Solving Sampling with Aliasing Homework

[Bromio]

Homework Statement

Let the signal $x(t) = \left(\displaystyle\frac{\sin(50\pi t)}{\pi t}\right)^2$, which we want to sample with sampling frequency $\omega_s = 150\pi$ in order to obtain a signal, $g(t)$ whose Fourier transform is $G(\omega)$. Determine the maximun value for $\omega_0$ which guarantees that $G(\omega) = 75X(\omega)$ for $\left|\omega\right| \leq{\omega_0}$

Homework Equations

Sampling Nyquist theoreme: $\omega_s > 2B$, where $B$ is the signal band-with.

The Attempt at a Solution

$X(\omega) = FT\{x(t)\}$ is a triangular signal with $B = 100\pi$ and amplitude $X(0) = 25$.

From sampling Nyquist theoreme, $150\pi > 200\pi$ is false, so there is aliasing.

I don't know how to finish the problem.

Thank you.

 

[marcusl]

There is no aliasing. You should not define signal bandwidth to include both positive and negative frequencies if you plan to use a relation with 2B. (That is, 2B assumes that B was defined as one-sided, whereupon the factor of 2 accounts for the negative frequency portion.) With this definition, you should write
$$B=50\pi$$ and 2B<ws, so you are sampled properly.

 

[Bromio]

I've defined bandwith to include only positive frequencies, so my problem must be an error in Fourier transform.

I think $X(\omega) = FT\{x(t)\}$ is a triangular signal whose bandwith is $B = 100\pi$ and $X(0) = 25$

Is this wrong?

Thank you.

 

[marcusl]

Hmm. Now that I work it out, I also get B=100pi but X(0)=50 (although the value of X(0) is not needed to solve the problem). Aliasing changes the shape of G so that the spectrum becomes horizontal between w=50pi and 75pi. You can compare the shape of G to that of X; I don't see that G exceeds X by 75, however.

 

[Bromio]

You're right: B=100pi and X(0)=50.

Intuitively I understand that a horizontal line appears in the spectrum, but how can you know that this occurs between w=50pi and 75pi?
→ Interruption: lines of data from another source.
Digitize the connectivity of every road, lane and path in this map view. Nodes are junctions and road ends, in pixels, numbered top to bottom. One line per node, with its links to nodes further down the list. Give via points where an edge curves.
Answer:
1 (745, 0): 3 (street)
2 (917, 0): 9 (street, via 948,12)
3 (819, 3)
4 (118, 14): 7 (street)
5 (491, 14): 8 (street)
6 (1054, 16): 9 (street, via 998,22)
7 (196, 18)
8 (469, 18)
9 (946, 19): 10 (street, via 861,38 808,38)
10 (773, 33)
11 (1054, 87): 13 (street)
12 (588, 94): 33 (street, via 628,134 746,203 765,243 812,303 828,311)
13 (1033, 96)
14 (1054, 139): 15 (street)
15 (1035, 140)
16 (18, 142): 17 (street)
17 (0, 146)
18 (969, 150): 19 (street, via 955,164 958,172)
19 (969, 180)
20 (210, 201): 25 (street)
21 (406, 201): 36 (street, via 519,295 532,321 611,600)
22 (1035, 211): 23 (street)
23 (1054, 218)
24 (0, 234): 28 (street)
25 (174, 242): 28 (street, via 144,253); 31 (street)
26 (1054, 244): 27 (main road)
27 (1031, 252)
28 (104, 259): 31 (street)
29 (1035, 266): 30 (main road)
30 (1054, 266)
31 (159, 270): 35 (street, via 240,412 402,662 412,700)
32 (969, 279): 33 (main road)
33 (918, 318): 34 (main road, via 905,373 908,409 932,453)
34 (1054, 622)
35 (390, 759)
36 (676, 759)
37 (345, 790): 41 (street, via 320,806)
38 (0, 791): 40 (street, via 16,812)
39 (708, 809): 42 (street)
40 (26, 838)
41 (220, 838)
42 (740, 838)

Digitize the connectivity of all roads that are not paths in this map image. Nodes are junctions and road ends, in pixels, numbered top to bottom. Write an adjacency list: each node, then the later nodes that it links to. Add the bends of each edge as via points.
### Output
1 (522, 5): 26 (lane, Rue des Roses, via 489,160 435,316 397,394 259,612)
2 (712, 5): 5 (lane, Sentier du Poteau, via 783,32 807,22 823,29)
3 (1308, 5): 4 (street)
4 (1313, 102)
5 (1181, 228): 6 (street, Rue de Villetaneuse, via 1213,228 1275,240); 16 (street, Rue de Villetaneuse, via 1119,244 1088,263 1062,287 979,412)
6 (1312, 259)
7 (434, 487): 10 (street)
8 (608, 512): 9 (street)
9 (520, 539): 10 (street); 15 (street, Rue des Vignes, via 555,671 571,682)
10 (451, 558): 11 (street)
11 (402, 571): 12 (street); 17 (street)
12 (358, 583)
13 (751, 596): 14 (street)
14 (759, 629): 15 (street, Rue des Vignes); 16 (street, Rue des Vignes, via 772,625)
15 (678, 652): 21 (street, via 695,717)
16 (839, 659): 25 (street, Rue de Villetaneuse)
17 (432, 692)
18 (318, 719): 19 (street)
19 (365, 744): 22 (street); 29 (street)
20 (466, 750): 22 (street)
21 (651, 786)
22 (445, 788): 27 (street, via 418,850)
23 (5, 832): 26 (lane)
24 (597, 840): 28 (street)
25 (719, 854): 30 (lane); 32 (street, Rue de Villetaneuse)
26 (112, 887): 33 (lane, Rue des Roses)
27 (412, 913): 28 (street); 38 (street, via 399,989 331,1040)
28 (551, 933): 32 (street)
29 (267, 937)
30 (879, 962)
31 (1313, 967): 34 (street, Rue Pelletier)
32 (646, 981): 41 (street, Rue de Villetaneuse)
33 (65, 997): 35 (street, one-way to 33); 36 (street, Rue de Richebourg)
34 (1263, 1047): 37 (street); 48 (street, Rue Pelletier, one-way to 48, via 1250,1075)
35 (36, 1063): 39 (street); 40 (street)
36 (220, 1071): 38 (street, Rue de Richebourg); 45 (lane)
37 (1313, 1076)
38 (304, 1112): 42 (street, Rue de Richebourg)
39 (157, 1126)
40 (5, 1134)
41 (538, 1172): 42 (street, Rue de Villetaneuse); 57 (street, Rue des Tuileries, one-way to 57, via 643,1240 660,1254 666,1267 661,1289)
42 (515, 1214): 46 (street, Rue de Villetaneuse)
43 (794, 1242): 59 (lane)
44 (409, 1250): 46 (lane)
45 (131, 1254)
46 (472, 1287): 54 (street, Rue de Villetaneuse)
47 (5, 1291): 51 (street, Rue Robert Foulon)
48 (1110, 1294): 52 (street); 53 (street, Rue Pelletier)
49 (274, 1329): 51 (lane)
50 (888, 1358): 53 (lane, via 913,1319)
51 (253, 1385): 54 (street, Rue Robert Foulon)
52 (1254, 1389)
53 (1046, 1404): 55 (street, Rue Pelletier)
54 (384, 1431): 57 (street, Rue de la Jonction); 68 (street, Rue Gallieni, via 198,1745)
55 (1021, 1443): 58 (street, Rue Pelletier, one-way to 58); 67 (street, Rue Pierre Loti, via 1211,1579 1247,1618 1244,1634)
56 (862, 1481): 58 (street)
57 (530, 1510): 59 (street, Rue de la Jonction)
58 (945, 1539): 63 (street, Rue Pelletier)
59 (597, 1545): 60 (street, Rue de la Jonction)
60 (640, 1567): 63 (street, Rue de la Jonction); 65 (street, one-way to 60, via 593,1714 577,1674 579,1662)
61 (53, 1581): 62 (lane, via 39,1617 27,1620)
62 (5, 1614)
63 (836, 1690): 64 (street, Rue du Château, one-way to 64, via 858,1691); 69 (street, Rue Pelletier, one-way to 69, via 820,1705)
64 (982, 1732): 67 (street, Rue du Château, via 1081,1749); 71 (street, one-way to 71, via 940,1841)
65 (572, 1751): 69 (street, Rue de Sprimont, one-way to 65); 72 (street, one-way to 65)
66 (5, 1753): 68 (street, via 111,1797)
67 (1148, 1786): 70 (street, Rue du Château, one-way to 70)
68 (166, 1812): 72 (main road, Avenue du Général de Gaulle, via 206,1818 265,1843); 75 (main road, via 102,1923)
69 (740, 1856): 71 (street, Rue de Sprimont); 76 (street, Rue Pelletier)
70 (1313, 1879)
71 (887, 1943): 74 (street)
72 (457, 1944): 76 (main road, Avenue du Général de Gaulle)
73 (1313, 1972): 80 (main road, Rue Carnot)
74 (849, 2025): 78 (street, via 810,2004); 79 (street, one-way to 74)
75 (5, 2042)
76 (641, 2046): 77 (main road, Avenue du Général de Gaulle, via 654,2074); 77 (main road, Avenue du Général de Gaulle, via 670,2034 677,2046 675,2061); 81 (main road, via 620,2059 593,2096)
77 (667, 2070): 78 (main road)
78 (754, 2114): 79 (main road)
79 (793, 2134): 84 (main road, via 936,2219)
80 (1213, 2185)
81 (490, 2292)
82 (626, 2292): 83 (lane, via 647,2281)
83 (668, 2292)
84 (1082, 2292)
Regarding the problem question (which I've checked that it is correctly copied), I know $G(\omega) = \displaystyle\frac{1}{T_s}\sum_{k=-\infty}^{\infty}X(\omega-k\omega_s)$. As $\omega_s = 150\pi$, then $T_s = 2\pi/150\pi = 1/75$, this expression can be written as $G(\omega) = 75\displaystyle\sum_{k=-\infty}^{\infty}X(\omega-k\omega_s)$, where 75 appears, but I don't know how to continue.

Thank you.

 

[marcusl]

You're right: B=100pi and X(0)=50.

Intuitively I understand that a horizontal line appears in the spectrum, but how can you know that this occurs between w=50pi and 75pi?

You can do it graphically. I'll discuss only the positive frequencies, but everything to follow is mirrored for w<0. The spectrum X is a triangle X(0)=50 and X(100*pi)=0, and G is X replicated at every integer multiple of ws. The first folding frequency is 75*pi, so fold the bit of triangle from 75 to 100 pi back and add it to X to give G. The flat part of G extends from 50 to 75 pi.

Regarding the problem question (which I've checked that it is correctly copied), I know $G(\omega) = \displaystyle\frac{1}{T_s}\sum_{k=-\infty}^{\infty}X(\omega-k\omega_s)$. As $\omega_s = 150\pi$, then $T_s = 2\pi/150\pi = 1/75$, this expression can be written as $G(\omega) = 75\displaystyle\sum_{k=-\infty}^{\infty}X(\omega-k\omega_s)$, where 75 appears, but I don't know how to continue.

Thank you.

Excellent, you've shown that G=75X in the absence of aliasing. Aliasing raises the value of G between 50 and 75 pi, so 50pi is the maximum frequency where G=75X.

 

[Bromio]

Thank you.

I've just understood this problem.